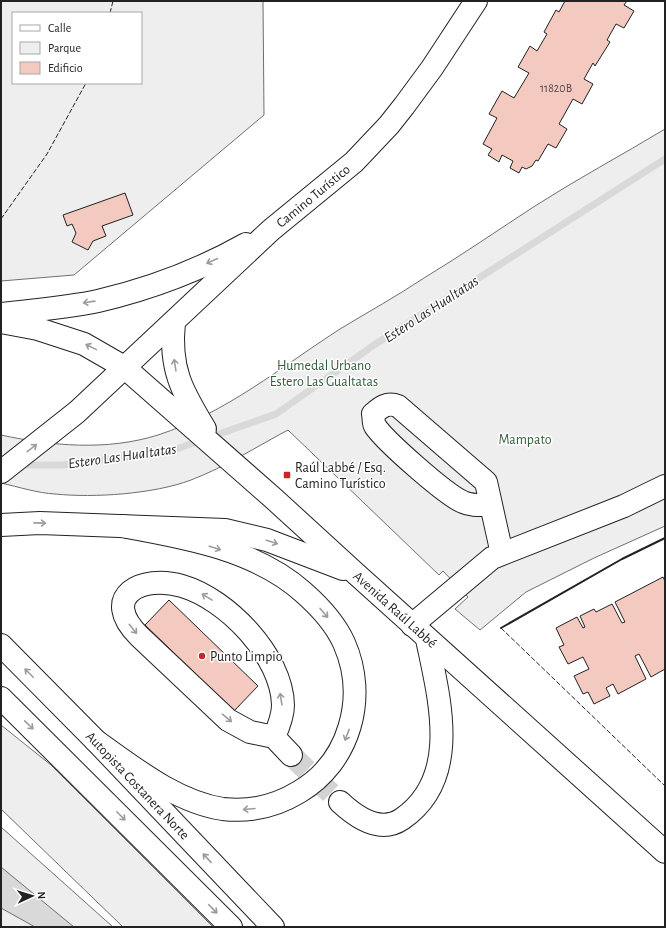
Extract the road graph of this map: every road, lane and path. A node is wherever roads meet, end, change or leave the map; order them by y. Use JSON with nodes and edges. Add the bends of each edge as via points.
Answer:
{"nodes":[{"id":1,"x":476,"y":1,"type":"edge"},
{"id":2,"x":271,"y":230,"type":"junction"},
{"id":3,"x":1,"y":314,"type":"edge"},
{"id":4,"x":1,"y":322,"type":"edge"},
{"id":5,"x":174,"y":322,"type":"junction"},
{"id":6,"x":124,"y":367,"type":"junction"},
{"id":7,"x":215,"y":446,"type":"junction"},
{"id":8,"x":1,"y":472,"type":"edge"},
{"id":9,"x":665,"y":486,"type":"edge"},
{"id":10,"x":490,"y":505,"type":"junction"},
{"id":11,"x":1,"y":525,"type":"edge"},
{"id":12,"x":122,"y":526,"type":"junction"},
{"id":13,"x":502,"y":554,"type":"junction"},
{"id":14,"x":354,"y":572,"type":"junction"},
{"id":15,"x":420,"y":632,"type":"junction"},
{"id":16,"x":1,"y":645,"type":"edge"},
{"id":17,"x":1,"y":698,"type":"edge"},
{"id":18,"x":274,"y":737,"type":"junction"},
{"id":19,"x":96,"y":740,"type":"junction"},
{"id":20,"x":291,"y":755,"type":"tunnel mouth"},
{"id":21,"x":340,"y":802,"type":"tunnel mouth"},
{"id":22,"x":665,"y":852,"type":"edge"},
{"id":23,"x":231,"y":927,"type":"edge"},
{"id":24,"x":273,"y":927,"type":"edge"}],
"edges":[{"from":1,"to":2,"type":"main road","name":"Camino Turístico","via":[[432,68],[373,142],[333,180]]},
{"from":2,"to":3,"type":"main road","one_way":true,"via":[[208,263],[157,284],[96,301]]},
{"from":2,"to":5,"type":"main road","name":"Camino Turístico"},
{"from":6,"to":4,"type":"main road","name":"Avenida Raúl Labbé","one_way":true,"via":[[84,344],[38,329]]},
{"from":5,"to":6,"type":"main road","name":"Camino Turístico"},
{"from":7,"to":5,"type":"main road","one_way":true,"via":[[188,402],[175,369],[172,339]]},
{"from":6,"to":7,"type":"main road","name":"Avenida Raúl Labbé"},
{"from":8,"to":6,"type":"main road","name":"Camino Turístico","one_way":true,"via":[[77,412]]},
{"from":7,"to":14,"type":"main road","name":"Avenida Raúl Labbé"},
{"from":9,"to":13,"type":"main road","via":[[624,506]]},
{"from":10,"to":10,"type":"main road","via":[[462,502],[442,488],[386,438],[374,424],[373,414],[382,406],[391,403],[398,406],[486,482]]},
{"from":10,"to":13,"type":"main road"},
{"from":11,"to":12,"type":"main road","one_way":true,"via":[[40,523]]},
{"from":12,"to":14,"type":"main road","one_way":true,"via":[[205,529],[245,534]]},
{"from":12,"to":19,"type":"main road","one_way":true,"via":[[163,534],[243,557],[272,570],[303,591],[330,619],[344,642],[353,669],[355,698],[350,727],[339,753],[319,778],[289,798],[270,806],[252,809],[221,808],[195,801],[153,779]]},
{"from":13,"to":15,"type":"main road","via":[[483,566]]},
{"from":14,"to":15,"type":"main road","name":"Avenida Raúl Labbé"},
{"from":15,"to":21,"type":"main road","via":[[441,704],[442,728],[437,772],[428,794],[407,816],[391,824],[382,825],[362,820]]},
{"from":15,"to":22,"type":"main road","name":"Avenida Raúl Labbé"},
{"from":19,"to":16,"type":"main road","name":"Autopista Costanera Norte","one_way":true},
{"from":17,"to":23,"type":"main road","one_way":true},
{"from":18,"to":18,"type":"main road","one_way":true,"via":[[283,704],[280,690],[270,662],[248,630],[207,596],[182,586],[147,583],[128,594],[123,612],[130,628],[228,720],[250,732]]},
{"from":18,"to":20,"type":"main road"},
{"from":24,"to":19,"type":"main road","name":"Autopista Costanera Norte","one_way":true}]}
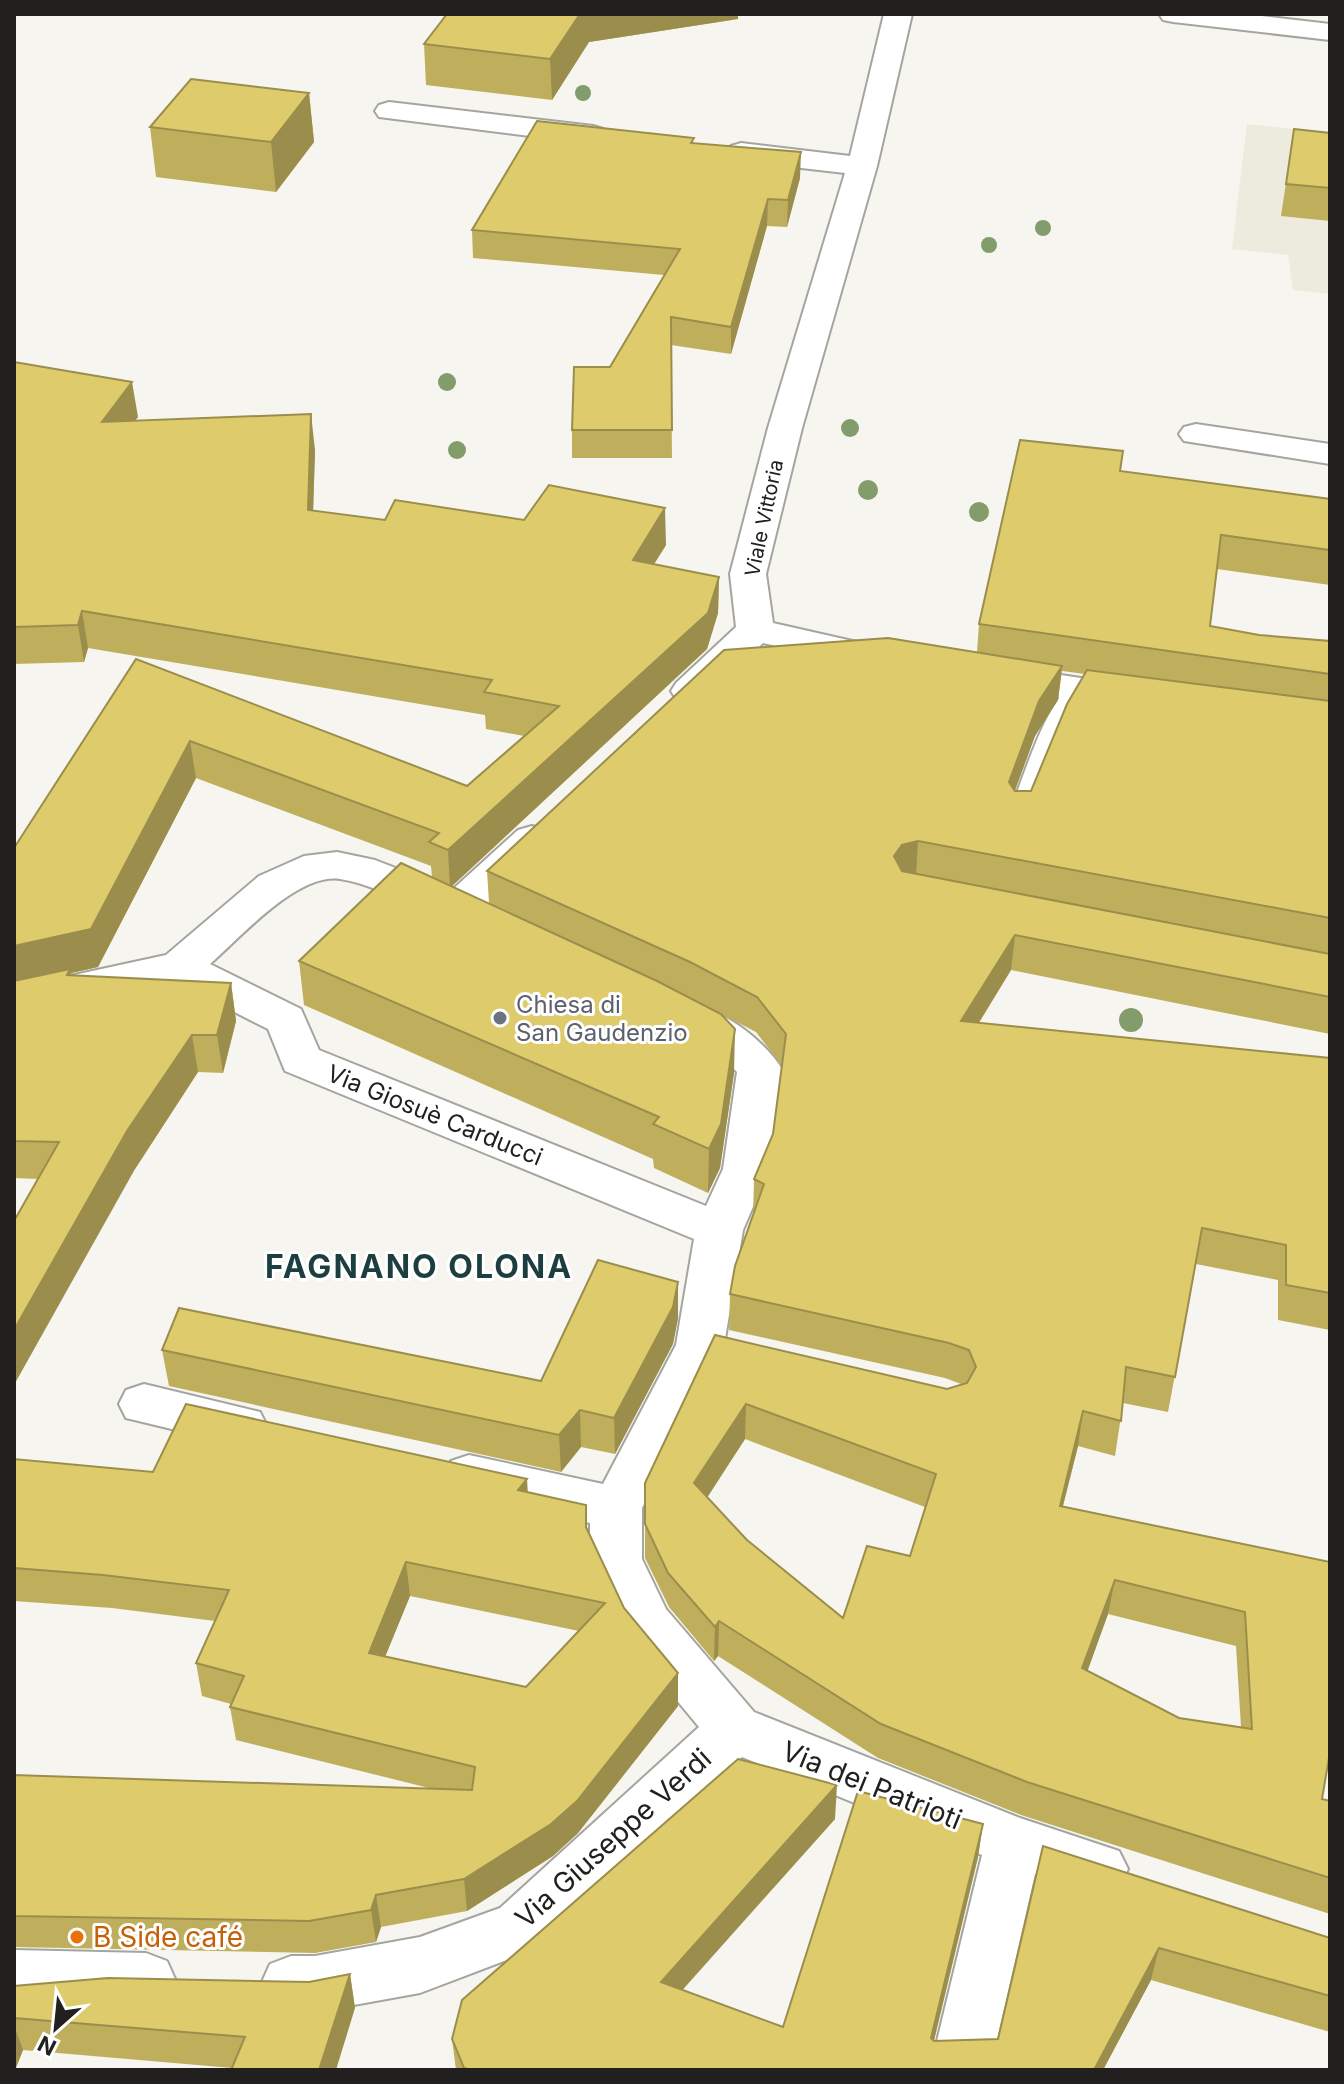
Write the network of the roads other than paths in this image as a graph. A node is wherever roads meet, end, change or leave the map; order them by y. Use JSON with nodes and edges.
{"nodes":[{"id":1,"x":898,"y":14,"type":"edge"},
{"id":2,"x":1173,"y":14,"type":"edge"},
{"id":3,"x":1330,"y":32,"type":"edge"},
{"id":4,"x":389,"y":111,"type":"dead end"},
{"id":5,"x":625,"y":138,"type":"edge"},
{"id":6,"x":720,"y":149,"type":"edge"},
{"id":7,"x":862,"y":166,"type":"junction"},
{"id":8,"x":1196,"y":434,"type":"dead end"},
{"id":9,"x":1330,"y":454,"type":"edge"},
{"id":10,"x":755,"y":630,"type":"junction"},
{"id":11,"x":903,"y":661,"type":"edge"},
{"id":12,"x":965,"y":671,"type":"edge"},
{"id":13,"x":1075,"y":688,"type":"junction"},
{"id":14,"x":1168,"y":703,"type":"edge"},
{"id":15,"x":663,"y":716,"type":"edge"},
{"id":16,"x":560,"y":813,"type":"edge"},
{"id":17,"x":1019,"y":818,"type":"edge"},
{"id":18,"x":457,"y":909,"type":"junction"},
{"id":19,"x":501,"y":929,"type":"edge"},
{"id":20,"x":180,"y":967,"type":"junction"},
{"id":21,"x":645,"y":997,"type":"edge"},
{"id":22,"x":14,"y":1003,"type":"edge"},
{"id":23,"x":719,"y":1230,"type":"junction"},
{"id":24,"x":144,"y":1404,"type":"dead end"},
{"id":25,"x":281,"y":1434,"type":"edge"},
{"id":26,"x":418,"y":1464,"type":"edge"},
{"id":27,"x":616,"y":1508,"type":"junction"},
{"id":28,"x":734,"y":1729,"type":"junction"},
{"id":29,"x":1014,"y":1842,"type":"junction"},
{"id":30,"x":1149,"y":1885,"type":"edge"},
{"id":31,"x":14,"y":1978,"type":"edge"},
{"id":32,"x":960,"y":2070,"type":"edge"}],
"edges":[{"from":1,"to":7,"type":"street","name":"Viale Vittoria"},
{"from":2,"to":3,"type":"street"},
{"from":4,"to":5,"type":"street"},
{"from":6,"to":7,"type":"street"},
{"from":7,"to":10,"type":"street","name":"Viale Vittoria"},
{"from":8,"to":9,"type":"street"},
{"from":10,"to":11,"type":"street"},
{"from":10,"to":15,"type":"street"},
{"from":12,"to":13,"type":"street"},
{"from":13,"to":14,"type":"street"},
{"from":13,"to":17,"type":"lane"},
{"from":16,"to":18,"type":"street"},
{"from":18,"to":19,"type":"street"},
{"from":18,"to":20,"type":"street"},
{"from":20,"to":22,"type":"street"},
{"from":20,"to":23,"type":"street","name":"Via Giosuè Carducci"},
{"from":21,"to":23,"type":"street"},
{"from":23,"to":27,"type":"street"},
{"from":24,"to":25,"type":"street"},
{"from":26,"to":27,"type":"street"},
{"from":27,"to":28,"type":"street"},
{"from":28,"to":29,"type":"street","name":"Via dei Patrioti"},
{"from":28,"to":31,"type":"street","name":"Via Giuseppe Verdi"},
{"from":29,"to":30,"type":"street","name":"Via dei Patrioti"},
{"from":29,"to":32,"type":"street"}]}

▶ PROBLEM TO WORK ON: Your copy must hold every record above in its exact wording and must hold no pictures.

▶ RESULT:
Extract the road graph of this map: every road, lane and path. A node is wherever roads meet, end, change or leave the map; order them by y. Use JSON with nodes and edges. Add the bends of each edge as via points.
Answer:
{"nodes":[{"id":1,"x":476,"y":1,"type":"edge"},
{"id":2,"x":271,"y":230,"type":"junction"},
{"id":3,"x":1,"y":314,"type":"edge"},
{"id":4,"x":1,"y":322,"type":"edge"},
{"id":5,"x":174,"y":322,"type":"junction"},
{"id":6,"x":124,"y":367,"type":"junction"},
{"id":7,"x":215,"y":446,"type":"junction"},
{"id":8,"x":1,"y":472,"type":"edge"},
{"id":9,"x":665,"y":486,"type":"edge"},
{"id":10,"x":490,"y":505,"type":"junction"},
{"id":11,"x":1,"y":525,"type":"edge"},
{"id":12,"x":122,"y":526,"type":"junction"},
{"id":13,"x":502,"y":554,"type":"junction"},
{"id":14,"x":354,"y":572,"type":"junction"},
{"id":15,"x":420,"y":632,"type":"junction"},
{"id":16,"x":1,"y":645,"type":"edge"},
{"id":17,"x":1,"y":698,"type":"edge"},
{"id":18,"x":274,"y":737,"type":"junction"},
{"id":19,"x":96,"y":740,"type":"junction"},
{"id":20,"x":291,"y":755,"type":"tunnel mouth"},
{"id":21,"x":340,"y":802,"type":"tunnel mouth"},
{"id":22,"x":665,"y":852,"type":"edge"},
{"id":23,"x":231,"y":927,"type":"edge"},
{"id":24,"x":273,"y":927,"type":"edge"}],
"edges":[{"from":1,"to":2,"type":"main road","name":"Camino Turístico","via":[[432,68],[373,142],[333,180]]},
{"from":2,"to":3,"type":"main road","one_way":true,"via":[[208,263],[157,284],[96,301]]},
{"from":2,"to":5,"type":"main road","name":"Camino Turístico"},
{"from":6,"to":4,"type":"main road","name":"Avenida Raúl Labbé","one_way":true,"via":[[84,344],[38,329]]},
{"from":5,"to":6,"type":"main road","name":"Camino Turístico"},
{"from":7,"to":5,"type":"main road","one_way":true,"via":[[188,402],[175,369],[172,339]]},
{"from":6,"to":7,"type":"main road","name":"Avenida Raúl Labbé"},
{"from":8,"to":6,"type":"main road","name":"Camino Turístico","one_way":true,"via":[[77,412]]},
{"from":7,"to":14,"type":"main road","name":"Avenida Raúl Labbé"},
{"from":9,"to":13,"type":"main road","via":[[624,506]]},
{"from":10,"to":10,"type":"main road","via":[[462,502],[442,488],[386,438],[374,424],[373,414],[382,406],[391,403],[398,406],[486,482]]},
{"from":10,"to":13,"type":"main road"},
{"from":11,"to":12,"type":"main road","one_way":true,"via":[[40,523]]},
{"from":12,"to":14,"type":"main road","one_way":true,"via":[[205,529],[245,534]]},
{"from":12,"to":19,"type":"main road","one_way":true,"via":[[163,534],[243,557],[272,570],[303,591],[330,619],[344,642],[353,669],[355,698],[350,727],[339,753],[319,778],[289,798],[270,806],[252,809],[221,808],[195,801],[153,779]]},
{"from":13,"to":15,"type":"main road","via":[[483,566]]},
{"from":14,"to":15,"type":"main road","name":"Avenida Raúl Labbé"},
{"from":15,"to":21,"type":"main road","via":[[441,704],[442,728],[437,772],[428,794],[407,816],[391,824],[382,825],[362,820]]},
{"from":15,"to":22,"type":"main road","name":"Avenida Raúl Labbé"},
{"from":19,"to":16,"type":"main road","name":"Autopista Costanera Norte","one_way":true},
{"from":17,"to":23,"type":"main road","one_way":true},
{"from":18,"to":18,"type":"main road","one_way":true,"via":[[283,704],[280,690],[270,662],[248,630],[207,596],[182,586],[147,583],[128,594],[123,612],[130,628],[228,720],[250,732]]},
{"from":18,"to":20,"type":"main road"},
{"from":24,"to":19,"type":"main road","name":"Autopista Costanera Norte","one_way":true}]}
Write the network of the roads other than paths in this image as a graph. A node is wherever roads meet, end, change or leave the map; order them by y. Use JSON with nodes and edges.
{"nodes":[{"id":1,"x":898,"y":14,"type":"edge"},
{"id":2,"x":1173,"y":14,"type":"edge"},
{"id":3,"x":1330,"y":32,"type":"edge"},
{"id":4,"x":389,"y":111,"type":"dead end"},
{"id":5,"x":625,"y":138,"type":"edge"},
{"id":6,"x":720,"y":149,"type":"edge"},
{"id":7,"x":862,"y":166,"type":"junction"},
{"id":8,"x":1196,"y":434,"type":"dead end"},
{"id":9,"x":1330,"y":454,"type":"edge"},
{"id":10,"x":755,"y":630,"type":"junction"},
{"id":11,"x":903,"y":661,"type":"edge"},
{"id":12,"x":965,"y":671,"type":"edge"},
{"id":13,"x":1075,"y":688,"type":"junction"},
{"id":14,"x":1168,"y":703,"type":"edge"},
{"id":15,"x":663,"y":716,"type":"edge"},
{"id":16,"x":560,"y":813,"type":"edge"},
{"id":17,"x":1019,"y":818,"type":"edge"},
{"id":18,"x":457,"y":909,"type":"junction"},
{"id":19,"x":501,"y":929,"type":"edge"},
{"id":20,"x":180,"y":967,"type":"junction"},
{"id":21,"x":645,"y":997,"type":"edge"},
{"id":22,"x":14,"y":1003,"type":"edge"},
{"id":23,"x":719,"y":1230,"type":"junction"},
{"id":24,"x":144,"y":1404,"type":"dead end"},
{"id":25,"x":281,"y":1434,"type":"edge"},
{"id":26,"x":418,"y":1464,"type":"edge"},
{"id":27,"x":616,"y":1508,"type":"junction"},
{"id":28,"x":734,"y":1729,"type":"junction"},
{"id":29,"x":1014,"y":1842,"type":"junction"},
{"id":30,"x":1149,"y":1885,"type":"edge"},
{"id":31,"x":14,"y":1978,"type":"edge"},
{"id":32,"x":960,"y":2070,"type":"edge"}],
"edges":[{"from":1,"to":7,"type":"street","name":"Viale Vittoria"},
{"from":2,"to":3,"type":"street"},
{"from":4,"to":5,"type":"street"},
{"from":6,"to":7,"type":"street"},
{"from":7,"to":10,"type":"street","name":"Viale Vittoria"},
{"from":8,"to":9,"type":"street"},
{"from":10,"to":11,"type":"street"},
{"from":10,"to":15,"type":"street"},
{"from":12,"to":13,"type":"street"},
{"from":13,"to":14,"type":"street"},
{"from":13,"to":17,"type":"lane"},
{"from":16,"to":18,"type":"street"},
{"from":18,"to":19,"type":"street"},
{"from":18,"to":20,"type":"street"},
{"from":20,"to":22,"type":"street"},
{"from":20,"to":23,"type":"street","name":"Via Giosuè Carducci"},
{"from":21,"to":23,"type":"street"},
{"from":23,"to":27,"type":"street"},
{"from":24,"to":25,"type":"street"},
{"from":26,"to":27,"type":"street"},
{"from":27,"to":28,"type":"street"},
{"from":28,"to":29,"type":"street","name":"Via dei Patrioti"},
{"from":28,"to":31,"type":"street","name":"Via Giuseppe Verdi"},
{"from":29,"to":30,"type":"street","name":"Via dei Patrioti"},
{"from":29,"to":32,"type":"street"}]}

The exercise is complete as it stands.